Al margen de que en lo personal asuma la nación cubana como algo simbólico (en vez de territorial), la imagen que Cintio Vitier nos ofrece de la identidad como una línea curva que describe múltiples vueltas alrededor de un punto (la Cuba física), distanciándose cada vez más de ese sitio primigenio sin perder del todo su arraigo inicial, nos estimula a tomar en cuenta lo que está más allá de ese «cine nacional» que hasta ahora asumíamos, de modo inconsciente, como una entelequia que se bastaba a sí misma para explicar toda su existencia.
Porque, precisamente eso que está más allá (lo que no se ve), junto a lo que está más acá (el cine nacional), conformaría lo que llamo «el cuerpo audiovisual de la nación», algo que, parafraseando a Bataille cuando hablaba de la filosofía, nunca será una casa, sino una obra en permanente construcción y crecimiento.
Intervención en el 5 Encuentro de la Crítica Cinematográfica «Pensar el cine: un oficio del siglo XXI», realizado el 11 y el 12 de noviembre de 2021, en la sala Saúl Yelín, de la Casa del Festival Internacional del Nuevo Cine Latinoamericano.

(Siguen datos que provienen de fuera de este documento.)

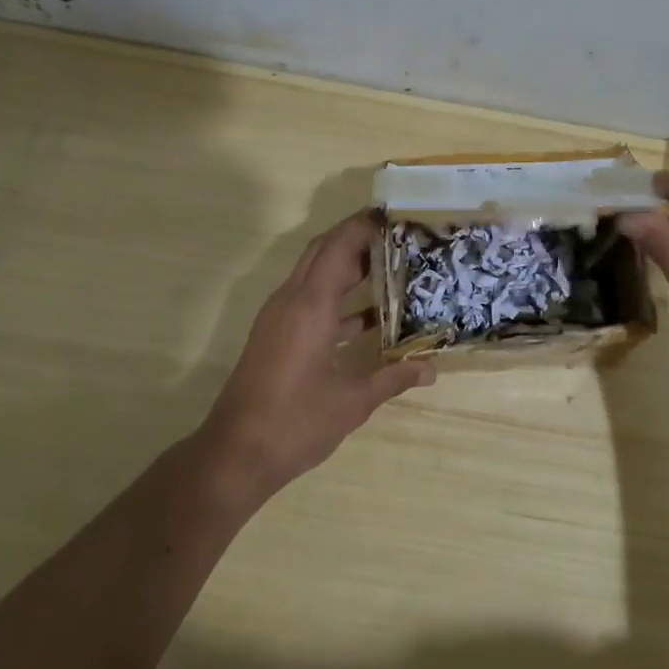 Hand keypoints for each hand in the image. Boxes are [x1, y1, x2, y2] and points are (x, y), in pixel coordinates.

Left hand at [200, 210, 434, 499]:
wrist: (236, 453)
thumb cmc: (296, 422)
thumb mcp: (353, 401)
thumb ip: (393, 377)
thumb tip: (431, 369)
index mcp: (310, 305)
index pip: (338, 246)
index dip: (364, 225)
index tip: (395, 215)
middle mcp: (291, 300)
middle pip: (324, 251)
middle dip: (358, 237)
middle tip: (398, 236)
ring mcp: (279, 317)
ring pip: (315, 274)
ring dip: (348, 266)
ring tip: (392, 266)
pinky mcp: (276, 334)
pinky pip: (310, 299)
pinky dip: (338, 297)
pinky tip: (370, 317) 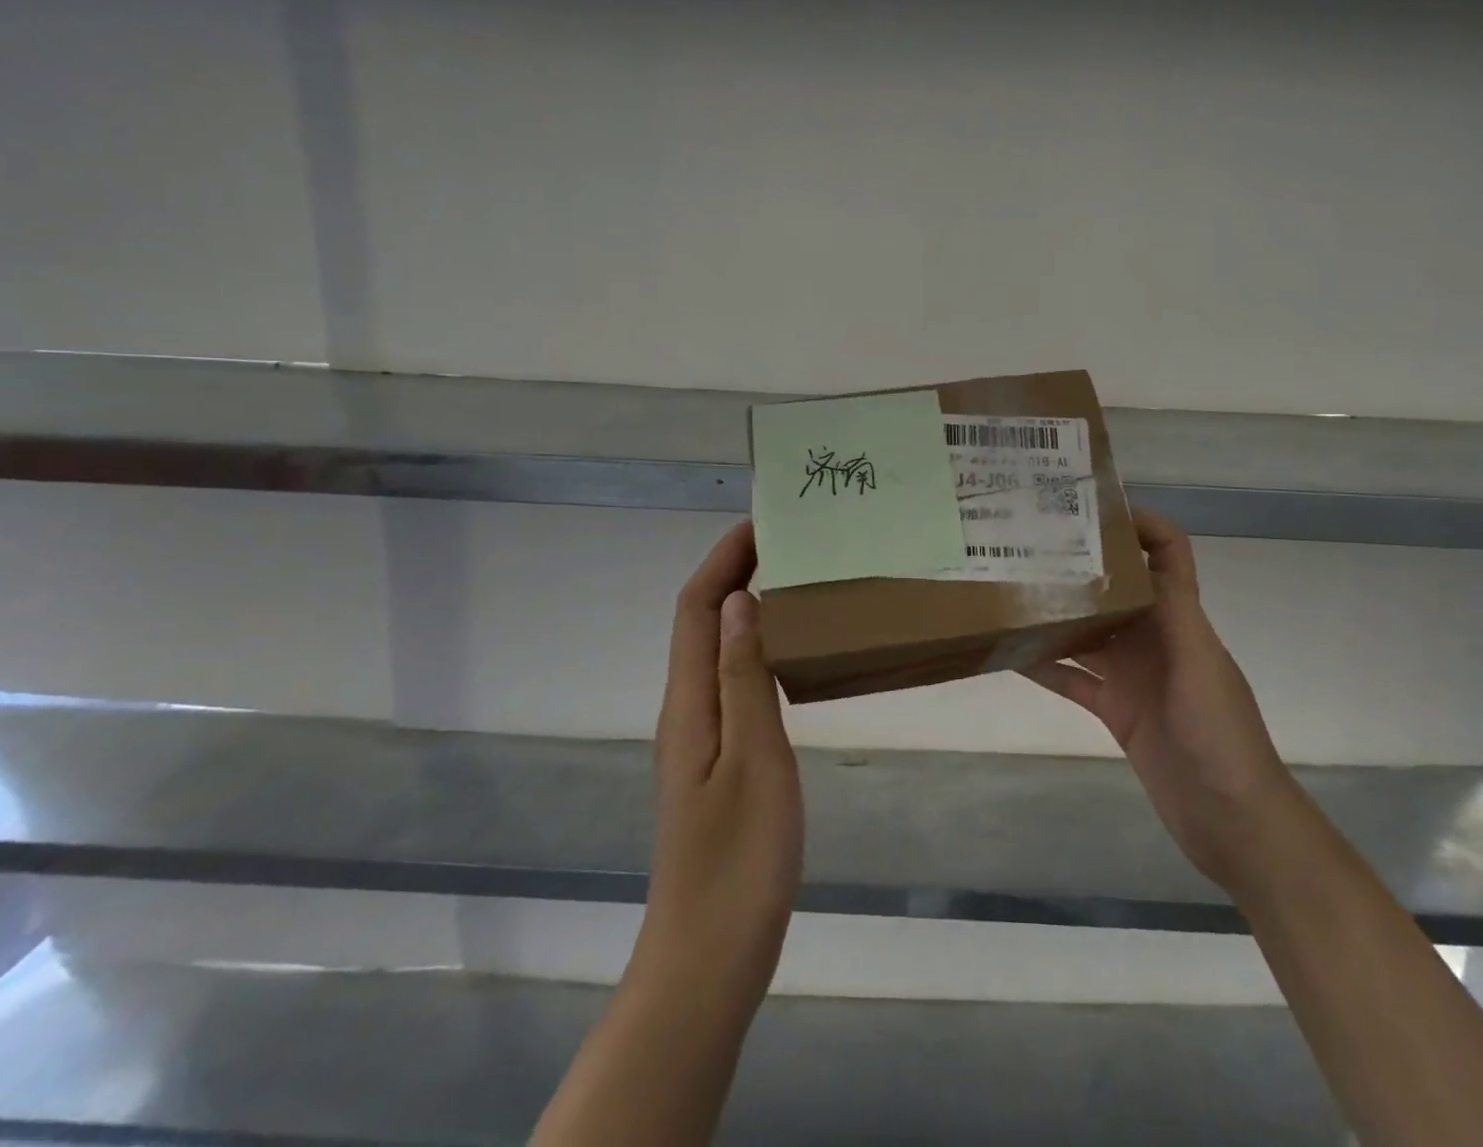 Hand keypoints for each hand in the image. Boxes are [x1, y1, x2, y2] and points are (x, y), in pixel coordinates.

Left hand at [637, 521, 802, 1007]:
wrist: (707, 959)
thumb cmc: (738, 860)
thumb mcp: (755, 760)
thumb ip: (745, 678)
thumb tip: (741, 600)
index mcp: (690, 703)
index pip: (696, 608)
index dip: (723, 560)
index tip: (762, 522)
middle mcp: (686, 711)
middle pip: (700, 623)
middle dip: (734, 572)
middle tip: (789, 545)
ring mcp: (699, 739)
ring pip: (715, 652)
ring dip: (745, 608)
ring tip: (796, 584)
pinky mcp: (716, 762)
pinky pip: (731, 682)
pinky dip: (755, 649)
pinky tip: (790, 657)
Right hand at [1025, 509, 1288, 894]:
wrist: (1232, 821)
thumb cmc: (1221, 735)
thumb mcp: (1199, 663)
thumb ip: (1171, 608)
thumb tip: (1141, 548)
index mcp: (1180, 618)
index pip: (1166, 554)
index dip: (1140, 525)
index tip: (1092, 509)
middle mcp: (1154, 638)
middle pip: (1115, 588)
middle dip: (1080, 565)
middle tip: (1029, 544)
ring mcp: (1133, 675)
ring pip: (1088, 632)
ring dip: (1056, 614)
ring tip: (1010, 591)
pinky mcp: (1116, 710)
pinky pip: (1074, 679)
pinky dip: (1046, 667)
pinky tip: (1011, 654) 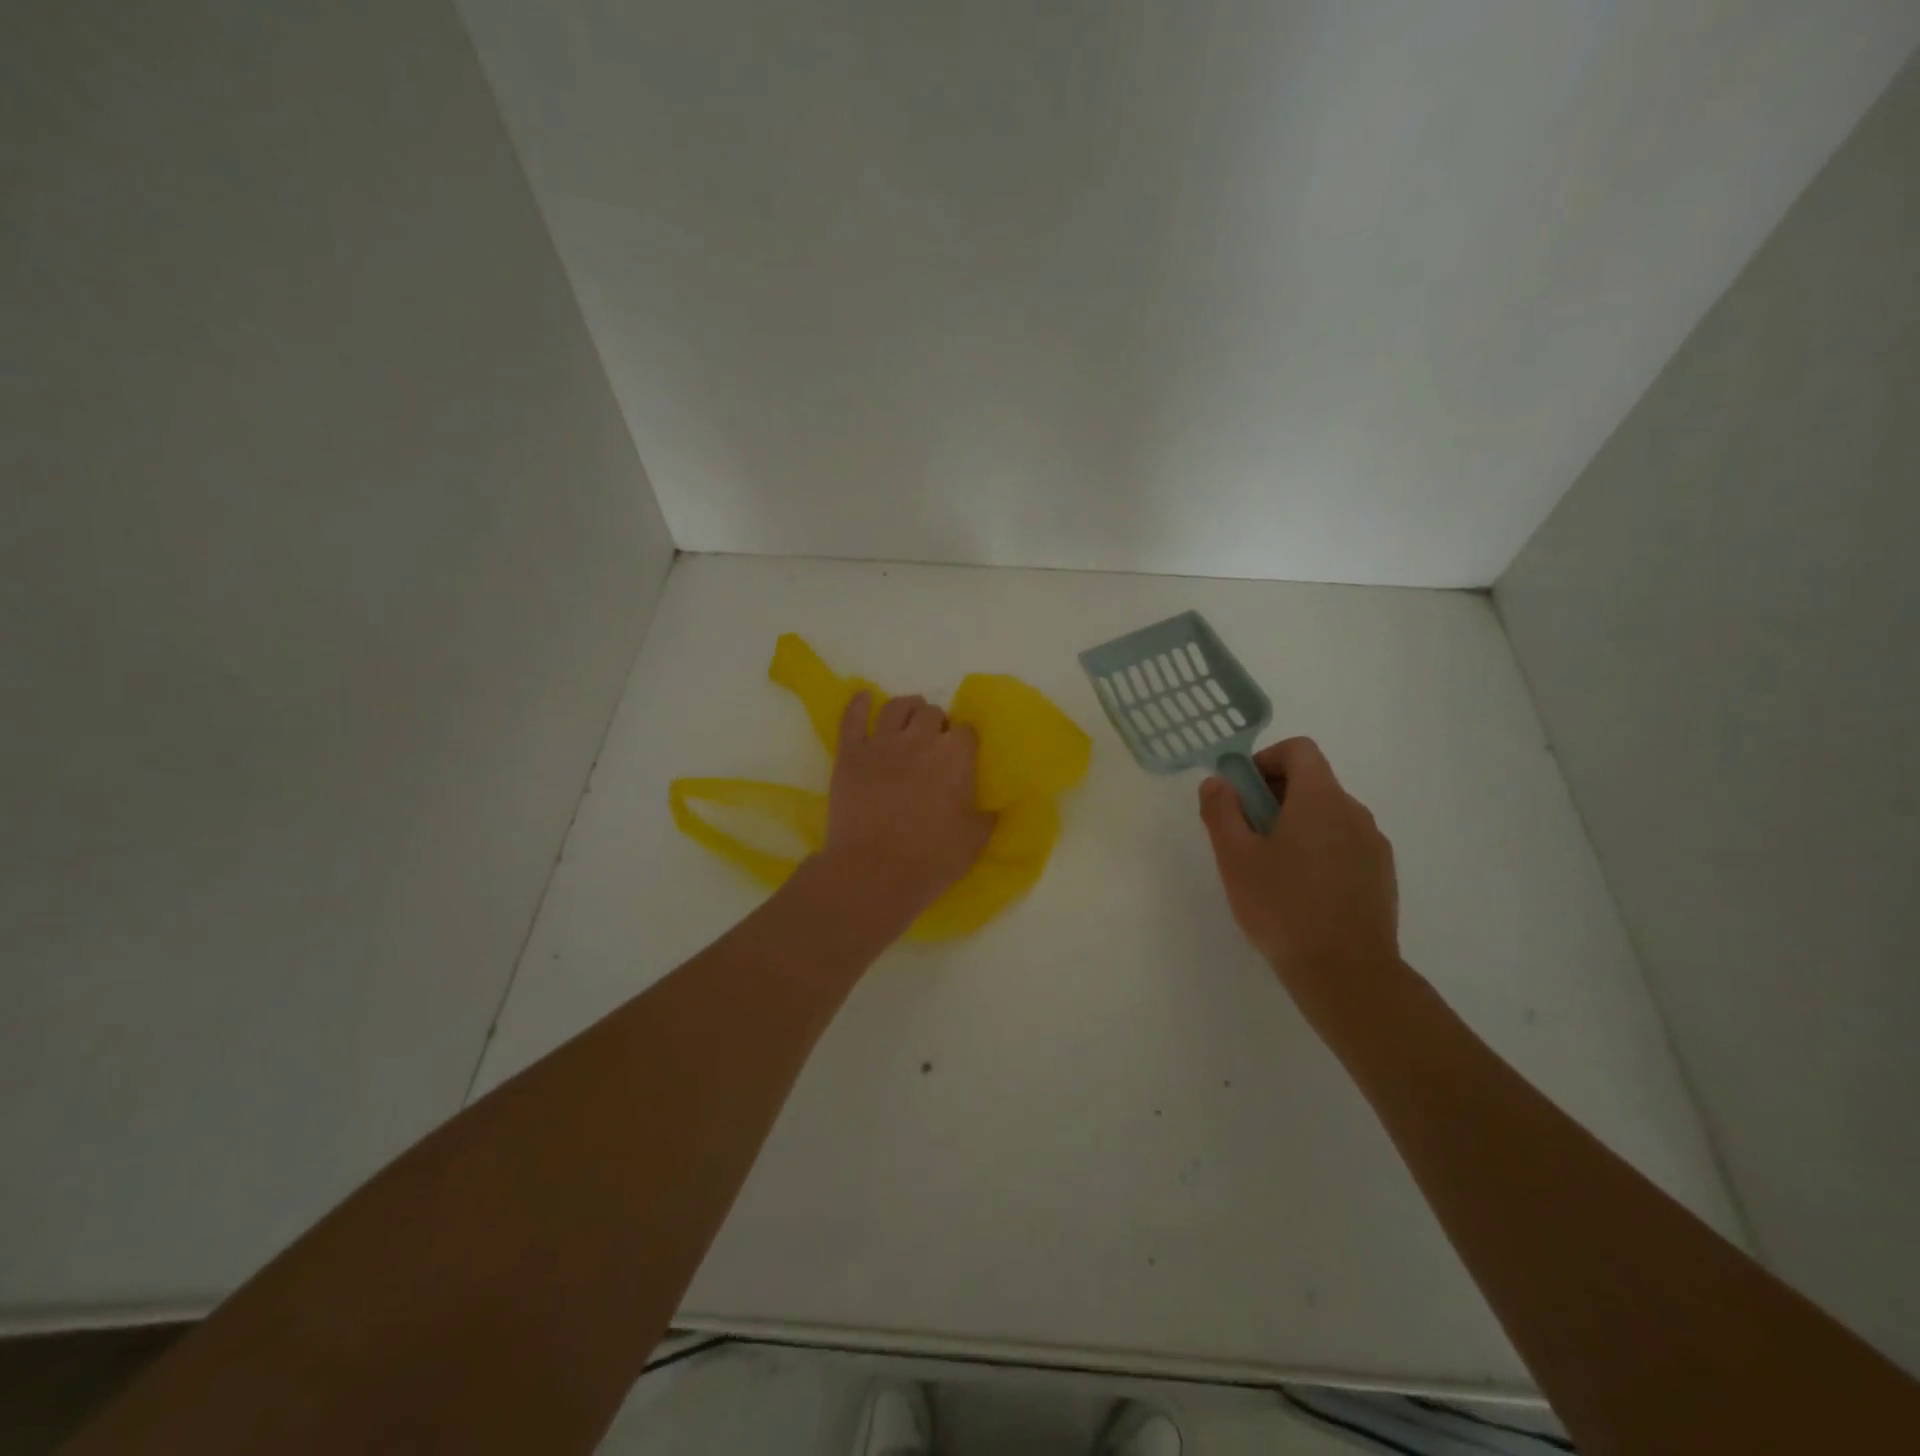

[1] Tomás Gutiérrez Alea. «Hacia el cine nacional». Nueva Revista Cubana, año I, núm. 1, abril-junio de 1959, pp. 172-175. Una versión reducida del mismo texto había sido publicada en el periódico Revolución, el lunes 16 de marzo de 1959, pp. 4 y 6, con el título de «Hacia un cine nacional».
[2] Ramón Peón. «Carta abierta al gobierno revolucionario y el doctor Fidel Castro». En Revista Cinema, núm. 1 195, La Habana, 8 de febrero de 1959, p. 10.
[3] Octavio Getino, Susana Velleggia. El cine de las historias de la revolución. Aproximación a las teorías y prácticas del cine político en América Latina (1967-1977). Grupo Editor Altamira, Buenos Aires, 2002.
[4] Andrew Higson. «The Concept of National Cinema», en: Screen, vol. 30, núm. 4, otoño de 1989, pp. 36-46.
[5] Benedict Anderson. Comunidades imaginadas. Reflexiones sobre el origen y la difusión del nacionalismo. Fondo de Cultura Económica, México, 1993, p. 23.
[6] Cintio Vitier. «La identidad como espiral». La Gaceta de Cuba, núm. 1, enero-febrero de 1996, p. 25.